World markets are back in testing mode today. We are watching carefully to see how they fare. As of 1pm the TSX at 7845 is some 121 points above its previous all time closing low this cycle of 7724 on November 20, 2008. One would expect buying pressure to kick in strongly in this area; if it is able. If there is a big bounce again off the Nov 20 low that would be constructive and may suggest we have found at least an interim bottom this cycle.
The big wild card here is how much more forced selling we will see from funds and levered players having to raise cash by year end. If the Nov 20 lows are breached, then we are back searching for the next bottom of this downturn.
Our worse case scenario still has its eye on the 2002 lows for the TSX of 5678. That is still 2167 points below where we are trading today and would be a big 62% below the cycle peak last summer of 15200 on the TSX. That would admittedly be one “bad-ass” bear market. Having already fallen 48% to date from its peak, hopefully the TSX won’t go all the way back to its 2002 low. Although this same hope was recently dashed in the US markets as the S&P and Dow broke through to their previous cycle lows, erasing 100% of the price gains they had made since the last expansion began in 2002. At this point we can still hope that Canada can avoid the ’02 re-test. But that may be a low-probability hope at this point.
Our worst case scenario (as I have said for some time) is that the lows this contraction could actually break below the 2002 market lows. I know- that is a horrible thought for people who are risk-exposed here. Only time will tell for sure how deeply the market will discount this worst global economic recession since the Second World War. Markets are mean-reverting things and they have a nasty habit of over-correcting below their longer term average in order to correct for the over-shoot they delivered to their euphoric peak.
Many factors seem to be driving the re-test here. This morning we got job loss numbers in Canada (-70K) and the US (-533K) that were triple and almost double what the consensus had been expecting. Businesses responding to vaporized consumer demand in the world are presently sacking hundreds of thousands of workers a month.
The emblems of demand-ferocity in the 2002-2007 expansion were of course oil and commodities. Copper today has hit a new cycle low at 1.38 (-65%) from its cycle peak of 3.90 just 6 months ago. From its summer peak of $147 a barrel, WT crude was today trading at $40 and change (a 72% correction), and down more than 20% this week alone. Long term secular support for oil since the 1950’s has been $45 a barrel. The fact that we have now traded below that support reflects a secular shift down in western world consumption rates. The big question is how long this shift down will last.

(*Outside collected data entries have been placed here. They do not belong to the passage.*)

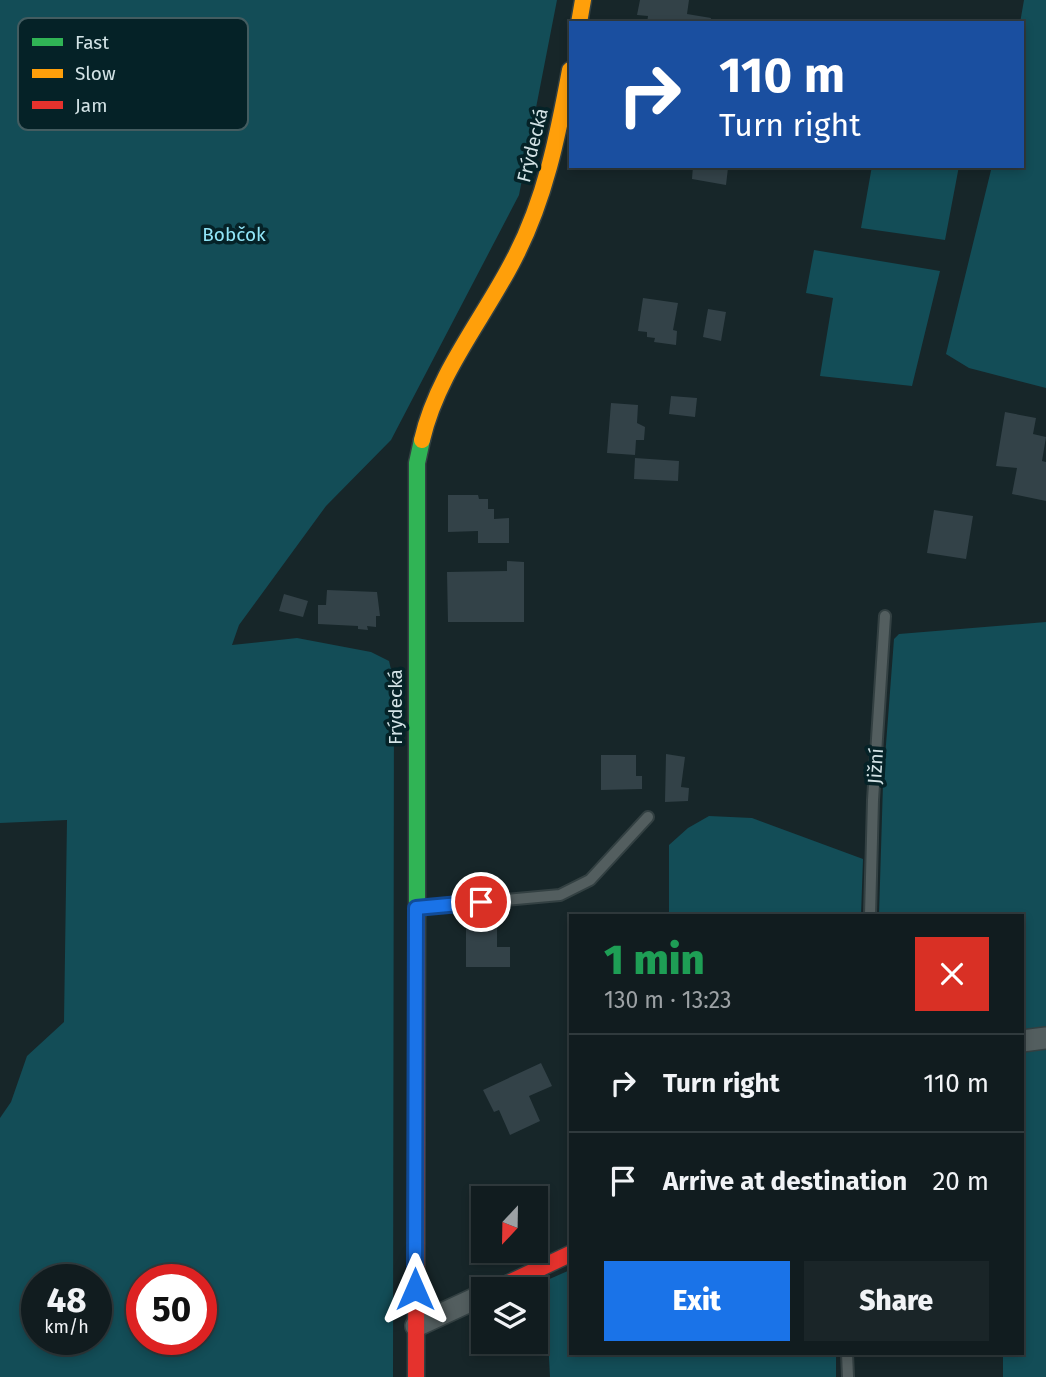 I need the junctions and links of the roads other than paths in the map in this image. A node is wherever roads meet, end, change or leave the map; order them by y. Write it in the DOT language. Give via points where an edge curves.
graph roads {
  1 [pos="583,0"];
  2 [pos="579,21"];
  3 [pos="569,75"];
  4 [pos="885,616"];
  5 [pos="648,817"];
  6 [pos="416,908"];
  7 [pos="870,914"];
  8 [pos="1046,1038"];
  9 [pos="1024,1041"];
  10 [pos="569,1254"];
  11 [pos="521,1277"];
  12 [pos="471,1301"];
  13 [pos="416,1326"];
  14 [pos="848,1355"];
  15 [pos="416,1377"];
  16 [pos="848,1377"];
  1 -- 2 [label="main road"];
  3 -- 6 [label="main road, Frýdecká" via="549,169 532,221 436,395 419,448 415,502"];
  4 -- 7 [label="lane, Jižní"];
  5 -- 6 [label="lane" via="590,880 560,895"];
  6 -- 13 [label="main road, Frýdecká"];
  8 -- 9 [label="street"];
  10 -- 11 [label="main road"];
  12 -- 13 [label="street"];
  13 -- 15 [label="main road, Frýdecká"];
  14 -- 16 [label="lane"];
}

On the one hand, $40 oil will no doubt prompt higher consumption rates than did triple digit prices. But the number one problem in the western world right now is too much debt. Crippling debt is a handicap on consumption that will last for at least a few years. Even Wall Street and other CEOs are not getting big lump sum bonuses these days. For the most part, existing personal debt will have to be written off through bankruptcy or paid down slowly month after month over time. While governments around the world are desperately trying to infuse liquidity into world markets, the real issue is not yet acknowledged: the consumption culture stoked by mass marketing and credit is no longer viable. Not now. Not for quite a while.